Work instruction —
Make an exact copy of all the records.

§ §

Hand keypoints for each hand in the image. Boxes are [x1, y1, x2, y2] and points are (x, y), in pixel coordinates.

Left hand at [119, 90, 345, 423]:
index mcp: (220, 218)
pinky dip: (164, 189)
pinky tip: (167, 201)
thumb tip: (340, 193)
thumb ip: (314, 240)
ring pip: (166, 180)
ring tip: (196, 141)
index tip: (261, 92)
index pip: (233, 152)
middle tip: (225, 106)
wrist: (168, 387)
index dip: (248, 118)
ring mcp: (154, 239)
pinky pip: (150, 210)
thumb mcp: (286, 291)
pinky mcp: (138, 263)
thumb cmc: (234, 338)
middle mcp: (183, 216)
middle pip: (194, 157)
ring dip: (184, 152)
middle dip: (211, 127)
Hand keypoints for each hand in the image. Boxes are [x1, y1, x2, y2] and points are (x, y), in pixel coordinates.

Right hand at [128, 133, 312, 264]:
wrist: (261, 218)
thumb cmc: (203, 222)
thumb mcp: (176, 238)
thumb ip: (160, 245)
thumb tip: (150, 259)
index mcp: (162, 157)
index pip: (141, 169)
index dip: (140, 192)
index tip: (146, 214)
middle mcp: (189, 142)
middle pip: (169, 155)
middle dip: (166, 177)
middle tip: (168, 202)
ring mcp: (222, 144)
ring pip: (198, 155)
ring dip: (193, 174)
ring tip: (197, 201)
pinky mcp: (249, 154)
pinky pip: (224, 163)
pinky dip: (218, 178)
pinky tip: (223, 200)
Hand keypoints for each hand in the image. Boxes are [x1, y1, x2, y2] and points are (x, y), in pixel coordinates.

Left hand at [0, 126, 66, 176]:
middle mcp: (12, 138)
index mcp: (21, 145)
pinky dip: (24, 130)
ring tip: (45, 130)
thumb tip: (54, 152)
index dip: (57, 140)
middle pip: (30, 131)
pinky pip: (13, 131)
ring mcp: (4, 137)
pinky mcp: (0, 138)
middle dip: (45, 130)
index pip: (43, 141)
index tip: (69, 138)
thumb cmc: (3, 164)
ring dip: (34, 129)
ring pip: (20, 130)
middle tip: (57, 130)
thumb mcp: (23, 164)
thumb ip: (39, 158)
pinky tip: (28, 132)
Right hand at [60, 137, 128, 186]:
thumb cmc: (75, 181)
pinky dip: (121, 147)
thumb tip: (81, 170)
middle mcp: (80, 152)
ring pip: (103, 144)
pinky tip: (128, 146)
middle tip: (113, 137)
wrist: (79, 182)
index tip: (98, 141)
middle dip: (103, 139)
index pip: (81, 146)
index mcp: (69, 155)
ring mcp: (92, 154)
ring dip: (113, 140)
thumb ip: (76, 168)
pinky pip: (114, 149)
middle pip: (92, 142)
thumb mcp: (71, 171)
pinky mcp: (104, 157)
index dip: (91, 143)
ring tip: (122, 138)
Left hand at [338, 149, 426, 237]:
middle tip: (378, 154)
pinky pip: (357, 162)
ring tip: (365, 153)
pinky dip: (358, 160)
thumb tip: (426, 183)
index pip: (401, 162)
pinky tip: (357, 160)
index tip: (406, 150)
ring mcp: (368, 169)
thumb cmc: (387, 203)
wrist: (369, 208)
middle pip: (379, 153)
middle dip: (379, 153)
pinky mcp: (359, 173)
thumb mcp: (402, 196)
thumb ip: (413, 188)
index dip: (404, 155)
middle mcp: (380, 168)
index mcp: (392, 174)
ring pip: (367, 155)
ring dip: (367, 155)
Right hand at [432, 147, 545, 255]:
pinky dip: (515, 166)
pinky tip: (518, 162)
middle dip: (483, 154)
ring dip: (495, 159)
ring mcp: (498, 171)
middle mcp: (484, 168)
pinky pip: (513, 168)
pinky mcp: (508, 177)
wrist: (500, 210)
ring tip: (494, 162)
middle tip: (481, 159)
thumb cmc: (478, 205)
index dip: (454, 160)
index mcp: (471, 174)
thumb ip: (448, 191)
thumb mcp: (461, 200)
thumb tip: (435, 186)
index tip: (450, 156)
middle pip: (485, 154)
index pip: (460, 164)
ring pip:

§ §

Final answer —
Hand keypoints for each hand in the image. Boxes are [x1, y1, x2, y2] and points are (x, y), in pixel coordinates.

Left hand at [119, 90, 345, 423]:
index mcp: (220, 218)
pinky dip: (164, 189)
pinky tip: (167, 201)
thumb tip: (340, 193)
thumb ip: (314, 240)
ring pip: (166, 180)
ring tip: (196, 141)
index tip: (261, 92)
index pip: (233, 152)
middle tip: (225, 106)
wrist: (168, 387)
index dip: (248, 118)
ring mcp: (154, 239)
pinky pip: (150, 210)
thumb mcp: (286, 291)
pinky mcp: (138, 263)
thumb cmc: (234, 338)
middle mcp: (183, 216)
middle pip: (194, 157)
ring dip: (184, 152)
middle dip: (211, 127)
Hand keypoints for each hand in the image. Boxes are [x1, y1, x2, y2] and points are (x, y), in pixel coordinates.

Right hand at [128, 133, 312, 264]:
wrist: (261, 218)
thumb cmc: (203, 222)
thumb mcp: (176, 238)
thumb ip: (160, 245)
thumb tip: (150, 259)
index mcp: (162, 157)
index pip: (141, 169)
index dip: (140, 192)
index tip: (146, 214)
middle mcp: (189, 142)
middle pip: (169, 155)
middle dip: (166, 177)
middle tip: (168, 202)
ring mcp: (222, 144)
ring pip: (198, 155)
ring dip: (193, 174)
ring tip: (197, 201)
pinky mcp: (249, 154)
pinky pip: (224, 163)
pinky dip: (218, 178)
pinky tip: (223, 200)
Hand keypoints for each hand in the image. Boxes are [x1, y1, x2, y2] and points are (x, y), in pixel coordinates.

Left hand at [0, 126, 66, 176]:
middle mcp: (12, 138)
index mcp: (21, 145)
pinky dip: (24, 130)
ring tip: (45, 130)
thumb tip: (54, 152)
index dip: (57, 140)
middle pip: (30, 131)
pinky pip: (13, 131)
ring mcp: (4, 137)
pinky mcp: (0, 138)
middle dip: (45, 130)
index pip: (43, 141)
index tip: (69, 138)
thumb cmc: (3, 164)
ring dip: (34, 129)
ring pip: (20, 130)
middle tip: (57, 130)
thumb mcp: (23, 164)
thumb ip: (39, 158)
pinky tip: (28, 132)
Right hand at [60, 137, 128, 186]:
thumb cmc: (75, 181)
pinky dip: (121, 147)
thumb tip: (81, 170)
middle mcp: (80, 152)
ring pip: (103, 144)
pinky tip: (128, 146)
middle tip: (113, 137)
wrist: (79, 182)
index tip: (98, 141)
middle dip: (103, 139)
index pip: (81, 146)
index mcp: (69, 155)
ring mcp: (92, 154)
ring dip: (113, 140)
thumb ip: (76, 168)
pinky pip: (114, 149)
middle pip: (92, 142)
thumb mcp: (71, 171)
pinky mcp: (104, 157)
index dip: (91, 143)
ring tip: (122, 138)
Left hand at [338, 149, 426, 237]:
middle tip: (378, 154)
pinky pip: (357, 162)
ring tip: (365, 153)
pinky dip: (358, 160)
thumb tip: (426, 183)
index pip: (401, 162)
pinky tip: (357, 160)
index tip: (406, 150)
ring mcp: (368, 169)
thumb cmc: (387, 203)
wrist: (369, 208)
middle pip: (379, 153)
middle dip: (379, 153)
pinky mcp: (359, 173)
thumb mcp: (402, 196)
thumb ip: (413, 188)
index dip: (404, 155)
middle mcp: (380, 168)
index mcp: (392, 174)
ring pip: (367, 155)
ring dip: (367, 155)
Right hand at [432, 147, 545, 255]:
pinky dip: (515, 166)
pinky tip: (518, 162)
middle dip: (483, 154)
ring dip: (495, 159)
ring mcp: (498, 171)
middle mcp: (484, 168)
pinky pip: (513, 168)
pinky mcp: (508, 177)
wrist: (500, 210)
ring tip: (494, 162)
middle tip: (481, 159)
thumb cmc: (478, 205)
index dip: (454, 160)
index mcp: (471, 174)
thumb ip: (448, 191)
thumb mcp: (461, 200)
thumb tip: (435, 186)
index tip: (450, 156)
middle pip: (485, 154)
index pip: (460, 164)
ring pip:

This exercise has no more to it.